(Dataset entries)
►

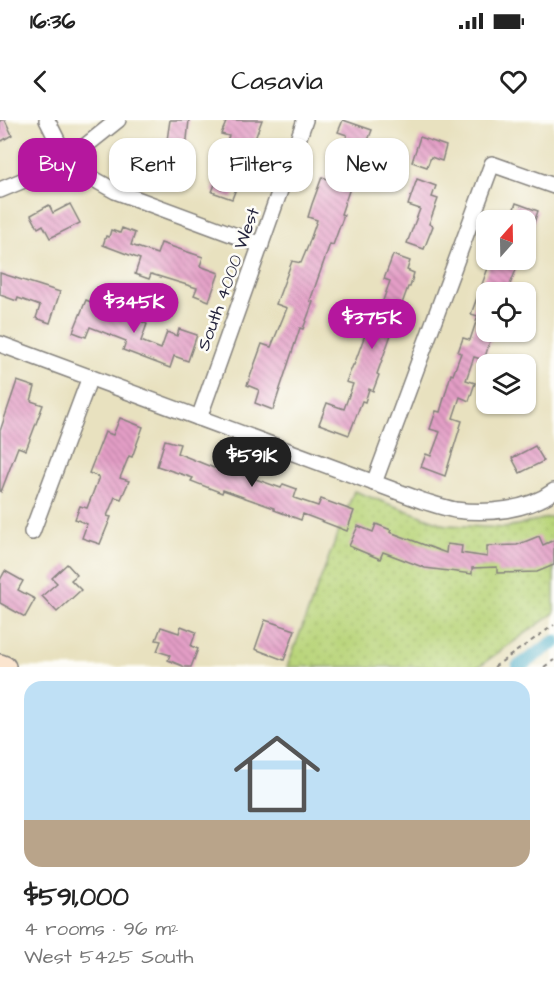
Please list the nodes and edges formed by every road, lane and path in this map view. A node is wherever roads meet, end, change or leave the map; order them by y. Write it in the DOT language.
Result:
graph roads {
  1 [pos="47,120"];
  2 [pos="118,120"];
  3 [pos="305,120"];
  4 [pos="56,138"];
  5 [pos="95,138"];
  6 [pos="97,181"];
  7 [pos="18,183"];
  8 [pos="554,186"];
  9 [pos="0,190"];
  10 [pos="261,245"];
  11 [pos="0,344"];
  12 [pos="90,377"];
  13 [pos="199,418"];
  14 [pos="374,483"];
  15 [pos="550,494"];
  16 [pos="32,532"];
  17 [pos="554,625"];
  18 [pos="554,660"];
  19 [pos="0,665"];
  20 [pos="5,667"];
  21 [pos="494,667"];
  22 [pos="544,667"];
  1 -- 4 [label="street"];
  2 -- 5 [label="street"];
  3 -- 10 [label="street, South 4000 West"];
  6 -- 10 [label="street"];
  7 -- 9 [label="street"];
  8 -- 14 [label="street"];
  10 -- 13 [label="street, South 4000 West"];
  11 -- 12 [label="street"];
  12 -- 13 [label="street"];
  12 -- 16 [label="street"];
  13 -- 14 [label="street"];
  14 -- 15 [label="street"];
  17 -- 21 [label="path"];
  18 -- 22 [label="path"];
  19 -- 20 [label="main road"];
}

◄

-- What the task asks --
Only an exact copy of the records, free of images, belongs in the answer.

-- Answer to the exercise --
Please list the nodes and edges formed by every road, lane and path in this map view. A node is wherever roads meet, end, change or leave the map; order them by y. Write it in the DOT language.
Result:
graph roads {
  1 [pos="47,120"];
  2 [pos="118,120"];
  3 [pos="305,120"];
  4 [pos="56,138"];
  5 [pos="95,138"];
  6 [pos="97,181"];
  7 [pos="18,183"];
  8 [pos="554,186"];
  9 [pos="0,190"];
  10 [pos="261,245"];
  11 [pos="0,344"];
  12 [pos="90,377"];
  13 [pos="199,418"];
  14 [pos="374,483"];
  15 [pos="550,494"];
  16 [pos="32,532"];
  17 [pos="554,625"];
  18 [pos="554,660"];
  19 [pos="0,665"];
  20 [pos="5,667"];
  21 [pos="494,667"];
  22 [pos="544,667"];
  1 -- 4 [label="street"];
  2 -- 5 [label="street"];
  3 -- 10 [label="street, South 4000 West"];
  6 -- 10 [label="street"];
  7 -- 9 [label="street"];
  8 -- 14 [label="street"];
  10 -- 13 [label="street, South 4000 West"];
  11 -- 12 [label="street"];
  12 -- 13 [label="street"];
  12 -- 16 [label="street"];
  13 -- 14 [label="street"];
  14 -- 15 [label="street"];
  17 -- 21 [label="path"];
  18 -- 22 [label="path"];
  19 -- 20 [label="main road"];
}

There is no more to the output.